Last night I received an email from a neighbour saying that the temporary house that Walter Segal built in the garden of his Highgate home was due to be demolished that day. This seemed like sad news. It was the first self-build style house he built in the UK, in 1962, and is the prototype for the subsequent self-build housing schemes in Lewisham and other parts of the UK. John Segal, Walter's son, remembers studying for his A levels in the building which his father put up as a temporary home while the main house was being rebuilt. I was aware that the Twentieth Century Society and English Heritage had both tried to get the building listed. But when the main house was sold recently with planning permission to demolish the summerhouse I knew that its days were numbered. A few months ago, knowing that the "little house in the garden" (as Walter called it) would soon be taken down, I emailed the owners asking for permission to visit and take photos and film.

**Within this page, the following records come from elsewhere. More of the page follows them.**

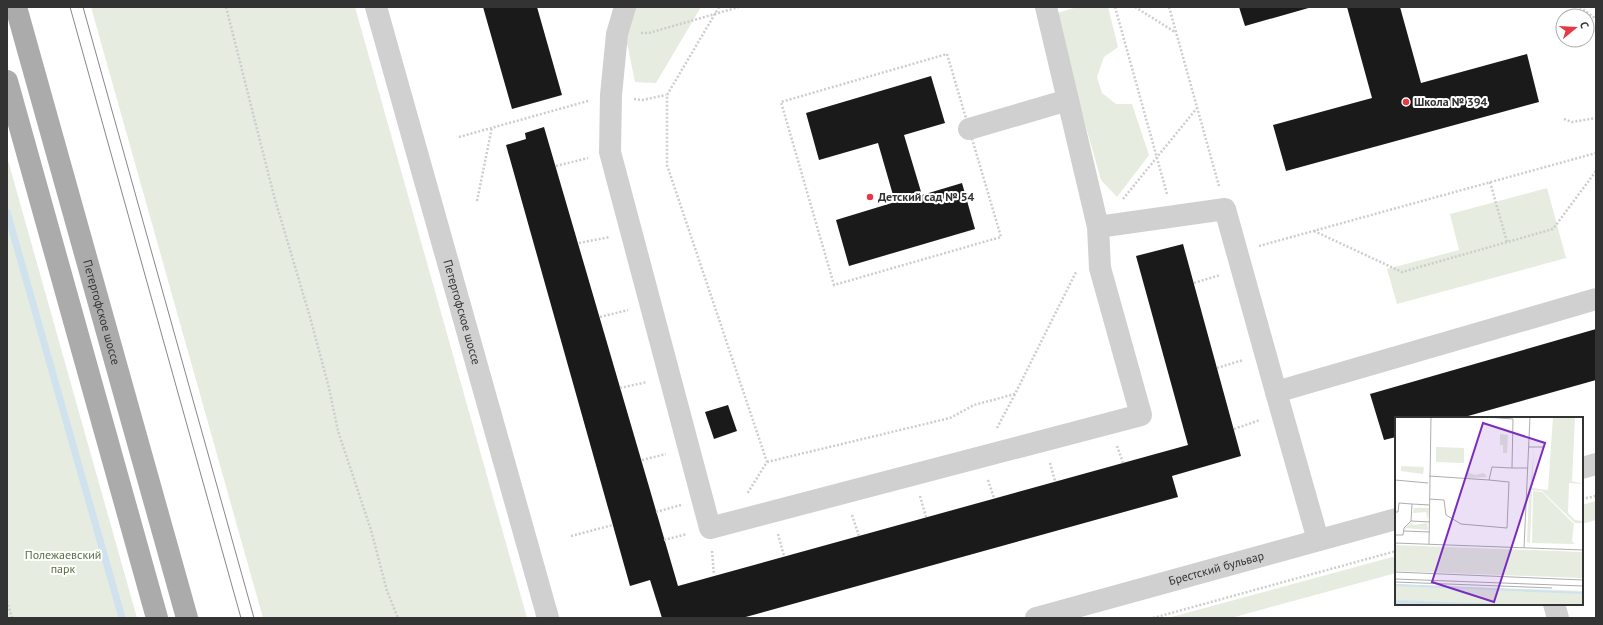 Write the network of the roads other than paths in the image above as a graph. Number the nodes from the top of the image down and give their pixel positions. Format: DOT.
graph roads {
  1 [pos="16,7"];
  2 [pos="376,7"];
  3 [pos="625,7"];
  4 [pos="1046,7"];
  5 [pos="7,81"];
  6 [pos="1068,100"];
  7 [pos="969,129"];
  8 [pos="1098,227"];
  9 [pos="1596,299"];
  10 [pos="1276,392"];
  11 [pos="1596,464"];
  12 [pos="1583,468"];
  13 [pos="1395,518"];
  14 [pos="1318,540"];
  15 [pos="1554,605"];
  16 [pos="157,618"];
  17 [pos="187,618"];
  18 [pos="548,618"];
  19 [pos="1036,618"];
  20 [pos="1558,618"];
  1 -- 17 [label="main road, Петергофское шоссе"];
  2 -- 18 [label="street, Петергофское шоссе"];
  3 -- 8 [label="street"];
  4 -- 6 [label="street"];
  5 -- 16 [label="main road"];
  6 -- 7 [label="street"];
  6 -- 8 [label="street"];
  8 -- 10 [label="street"];
  9 -- 10 [label="street"];
  10 -- 14 [label="street"];
  11 -- 12 [label="street"];
  13 -- 14 [label="street, Брестский бульвар"];
  14 -- 19 [label="street, Брестский бульвар"];
  15 -- 20 [label="street"];
}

I got no reply and assumed my email had got buried - as often happens.
So hearing that demolition was imminent, or maybe had already happened, and never having visited, I decided to go on an early morning adventure up the Northern Line to investigate. I knew I'd arrived at the right place when I saw a huge skip, and a builder appeared holding a piece of wood wool. I asked If I could pop in to take a photo and was invited into the garden to speak to the site manager. On the grass were piles of boards and behind that the wooden frame of an identifiably Segal house. I was told firmly that photography was not allowed. They had had some bother from the Twentieth Century Society trying to stop the demolition and didn't want any more negative publicity. Perhaps the site manager, after I explained my interest in Segal and told him all about RUSS, thought that that I might D-Loc myself to one of the timber posts or throw myself under the floorboards in protest. Besides he said, a professional photographer had already been in to document the process.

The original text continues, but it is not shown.